Traditionally, companies mail out proxies or ballots with nominations for their board of directors. Shareholders can vote for individual nominees or check a box for the full corporate slate of nominations. If shareholders (whether groups of individuals, hedge funds, or mutual funds) are dissatisfied with the company's performance, the actions of the directors, or the nominees, they must create, produce, and distribute an alternative proxy. These independent campaigns can be extremely costly, with thousands of dollars in mailing expenses alone. Directors are then determined using plurality voting laws, which means that nominees do not need more than fifty percent of the votes to win but rather the highest percent among candidates. This process of developing and distributing ballots is expensive in time and money for shareholders, thus discouraging consistent contestation of ballots.4

Many shareholder-rights activists see the traditional method as misrepresentative. In the press release accompanying the proposed rule on proxy access, the SEC raises the following concerns:

These concerns include questions about whether boards are exercising appropriate oversight of management, whether boards are appropriately focused on shareholder interests, and whether boards need to be held more responsible for their decisions regarding such issues as compensation structures and risk management. Because of these concerns, the Commission has decided to revisit whether and how the federal proxy rules may be impeding the ability of shareholders to exercise their fundamental right under state law to nominate and elect members to company boards of directors.5

The SEC proposed rule, known as Rule 14a-11, attempts to elevate these concerns by lessening the burden of proxy access to shareholders. The rule will allow shareholders to place nominees on the corporate ballot—eliminating the need for costly independent campaigns—and to propose changes in the disclosures and procedures of elections (unless these practices are prohibited by state law or corporate charter). Specifically, any shareholder owning at least 1 percent of the company can have access to the ballot and nominate up to either one candidate or 25 percent of the board, whichever is higher (see figure 1).6

Figure 1

The proposed ruling has resulted in a battle between shareholder (those who own the company) rights and management (those who run it) discretion. Where shareholder activists are concerned with failures of corporate governance, businesses are concerned about the potential for divisive directors, maximization of long-term shareholder wealth, short-term wealth extraction, and the furtherance of special interest or corporate social-responsibility goals by way of the corporate ballot. Additionally, the Chamber of Commerce brought the SEC's authority into question when it cautioned SEC's action prior to the amended legislation, stating that shareholder rights in nominations are within the bounds of state, not federal, regulation.7

Senator Charles Schumer from New York has presented legislation on shareholder rights which would solidify the SEC's right to regulate proxy access. The law will amend Section 14A of the Securities Exchange Act of 1934 to read, "The Commission shall establish rules relating to the use by shareholders of proxy solicitation materials supplied by the issuer for the purpose of nominating individuals to membership on the board of directors of an issuer."8 The Schumer bill is being reviewed by the Committee on Banking, Housing, and Urban Affairs and is unlikely to be passed into law before the SEC's November vote on proxy access.

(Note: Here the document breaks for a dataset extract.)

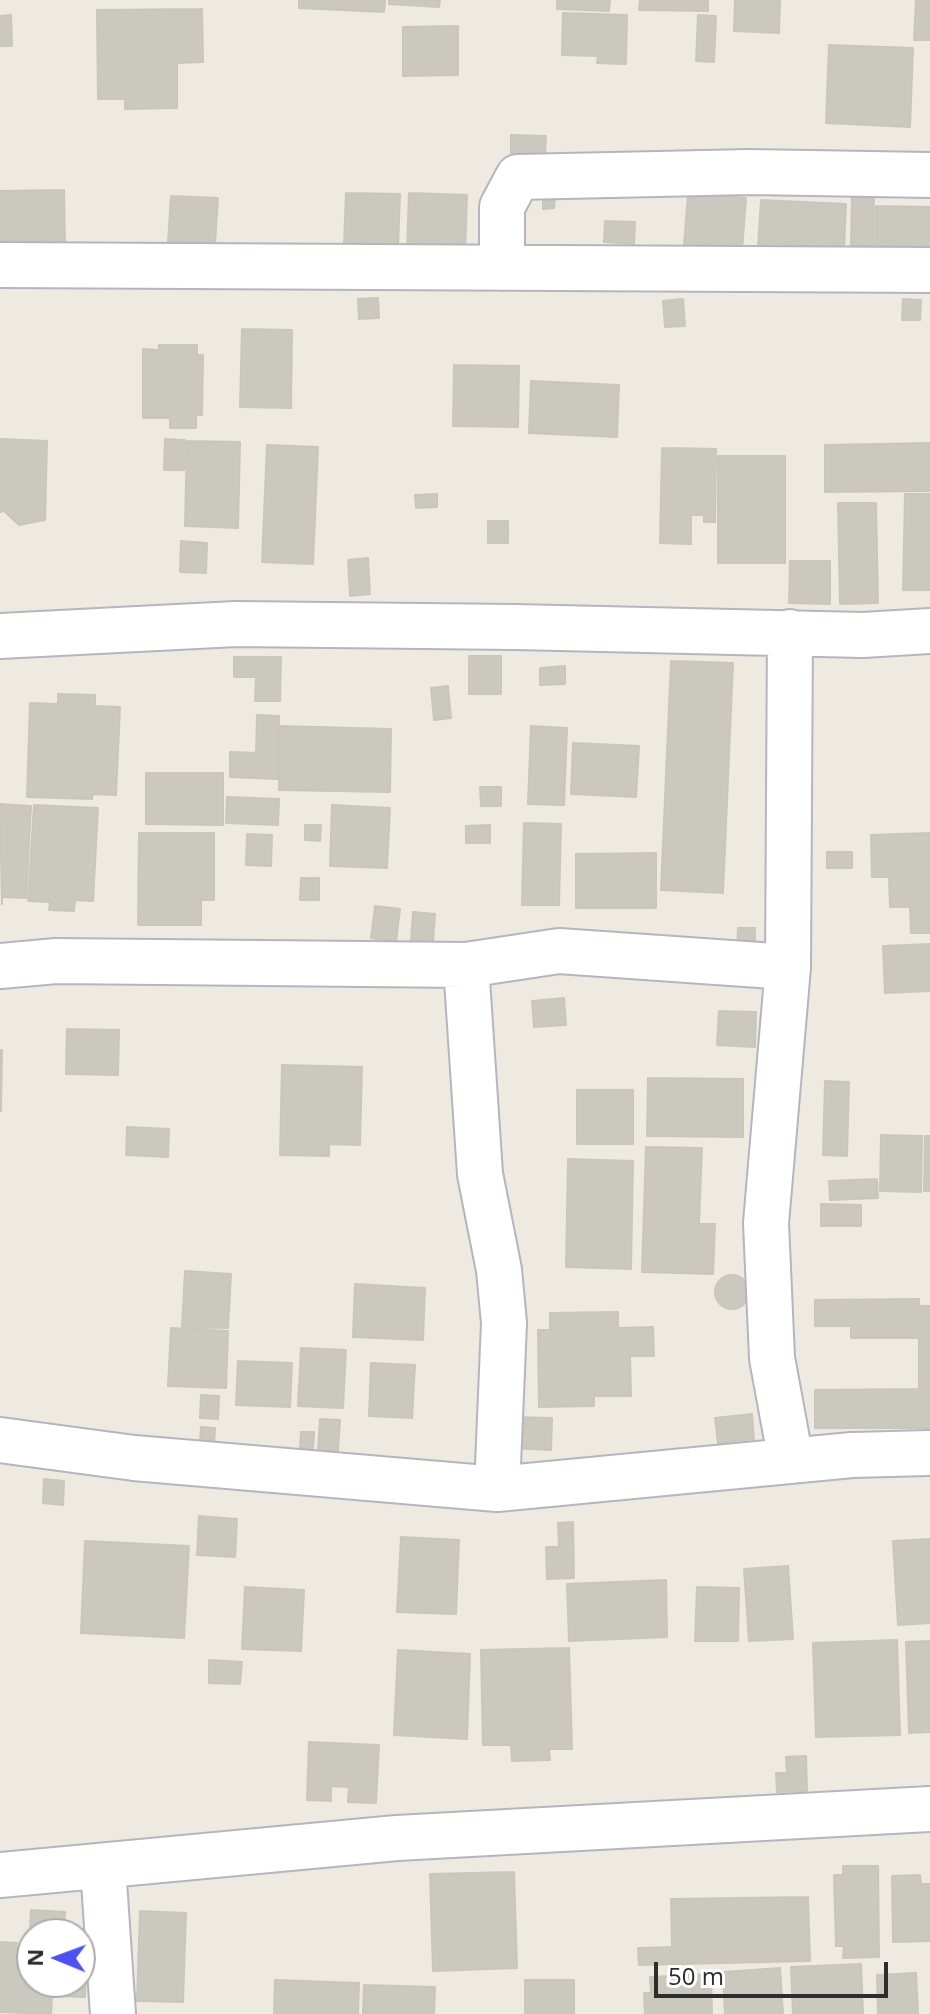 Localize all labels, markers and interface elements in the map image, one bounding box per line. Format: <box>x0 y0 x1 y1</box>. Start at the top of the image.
north arrow <box>16 1918 96 1998</box>
scale bar <box>658 1946 892 1996</box>
text: N <box>19 1948 49 1967</box>
text: 50 m <box>668 1959 724 1992</box>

Reforming corporate ballot procedure to allow shareholders proxy access will result in unintended consequences, reducing the efficiency of corporations.9 First, shareholders are diverse and have varying, often conflicting interests. Corporate law traditionalists conclude that the case for increasing shareholder power is inherently flawed as a policy matter. The internal inconsistency of a shareholder's commitment to a company and the inconsistent goals of different shareholders make it extremely difficult for corporate lawmakers to make shareholders absolutely prime, even if that is the favored outcome.10 In engineering a legal regime, these policy makers would ultimately have to choose which type of shareholders the board members should serve: the day traders or the pensioners, the institutional or the small investors? Regulations that do not address the varying interests of investors fail to recognize the potential conflicts and complications once proxy access is easily and cheaply available.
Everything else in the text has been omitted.